_Collected data_.
• • • • •

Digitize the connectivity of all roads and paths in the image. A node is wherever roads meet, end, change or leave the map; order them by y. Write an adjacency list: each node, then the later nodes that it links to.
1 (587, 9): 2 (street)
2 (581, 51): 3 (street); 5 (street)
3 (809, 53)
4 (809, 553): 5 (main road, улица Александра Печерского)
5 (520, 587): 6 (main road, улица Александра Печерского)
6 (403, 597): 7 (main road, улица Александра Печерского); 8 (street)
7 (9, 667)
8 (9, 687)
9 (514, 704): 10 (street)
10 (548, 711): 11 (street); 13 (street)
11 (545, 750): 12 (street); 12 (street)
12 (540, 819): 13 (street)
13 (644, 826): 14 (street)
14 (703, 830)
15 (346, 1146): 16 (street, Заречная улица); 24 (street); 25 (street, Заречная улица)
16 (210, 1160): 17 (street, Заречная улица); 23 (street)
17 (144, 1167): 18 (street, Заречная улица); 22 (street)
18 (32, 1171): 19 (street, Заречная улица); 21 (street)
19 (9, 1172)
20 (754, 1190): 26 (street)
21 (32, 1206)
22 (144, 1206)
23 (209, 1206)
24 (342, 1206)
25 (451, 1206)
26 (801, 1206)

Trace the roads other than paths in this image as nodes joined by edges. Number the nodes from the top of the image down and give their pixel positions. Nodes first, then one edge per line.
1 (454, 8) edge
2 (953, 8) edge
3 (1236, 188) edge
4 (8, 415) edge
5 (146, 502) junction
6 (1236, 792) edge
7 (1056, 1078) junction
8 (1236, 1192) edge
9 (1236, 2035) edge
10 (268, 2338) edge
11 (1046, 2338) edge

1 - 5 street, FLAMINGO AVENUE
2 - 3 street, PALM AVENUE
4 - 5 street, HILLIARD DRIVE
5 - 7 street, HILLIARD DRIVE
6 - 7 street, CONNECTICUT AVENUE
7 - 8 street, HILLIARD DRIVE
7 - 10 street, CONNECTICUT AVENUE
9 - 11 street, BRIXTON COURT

• • • • •

_About this exercise_. Exactly as given, restate all the lines above.

_Exercise solution_.
Digitize the connectivity of all roads and paths in the image. A node is wherever roads meet, end, change or leave the map; order them by y. Write an adjacency list: each node, then the later nodes that it links to.
1 (587, 9): 2 (street)
2 (581, 51): 3 (street); 5 (street)
3 (809, 53)
4 (809, 553): 5 (main road, улица Александра Печерского)
5 (520, 587): 6 (main road, улица Александра Печерского)
6 (403, 597): 7 (main road, улица Александра Печерского); 8 (street)
7 (9, 667)
8 (9, 687)
9 (514, 704): 10 (street)
10 (548, 711): 11 (street); 13 (street)
11 (545, 750): 12 (street); 12 (street)
12 (540, 819): 13 (street)
13 (644, 826): 14 (street)
14 (703, 830)
15 (346, 1146): 16 (street, Заречная улица); 24 (street); 25 (street, Заречная улица)
16 (210, 1160): 17 (street, Заречная улица); 23 (street)
17 (144, 1167): 18 (street, Заречная улица); 22 (street)
18 (32, 1171): 19 (street, Заречная улица); 21 (street)
19 (9, 1172)
20 (754, 1190): 26 (street)
21 (32, 1206)
22 (144, 1206)
23 (209, 1206)
24 (342, 1206)
25 (451, 1206)
26 (801, 1206)

Trace the roads other than paths in this image as nodes joined by edges. Number the nodes from the top of the image down and give their pixel positions. Nodes first, then one edge per line.
1 (454, 8) edge
2 (953, 8) edge
3 (1236, 188) edge
4 (8, 415) edge
5 (146, 502) junction
6 (1236, 792) edge
7 (1056, 1078) junction
8 (1236, 1192) edge
9 (1236, 2035) edge
10 (268, 2338) edge
11 (1046, 2338) edge

1 - 5 street, FLAMINGO AVENUE
2 - 3 street, PALM AVENUE
4 - 5 street, HILLIARD DRIVE
5 - 7 street, HILLIARD DRIVE
6 - 7 street, CONNECTICUT AVENUE
7 - 8 street, HILLIARD DRIVE
7 - 10 street, CONNECTICUT AVENUE
9 - 11 street, BRIXTON COURT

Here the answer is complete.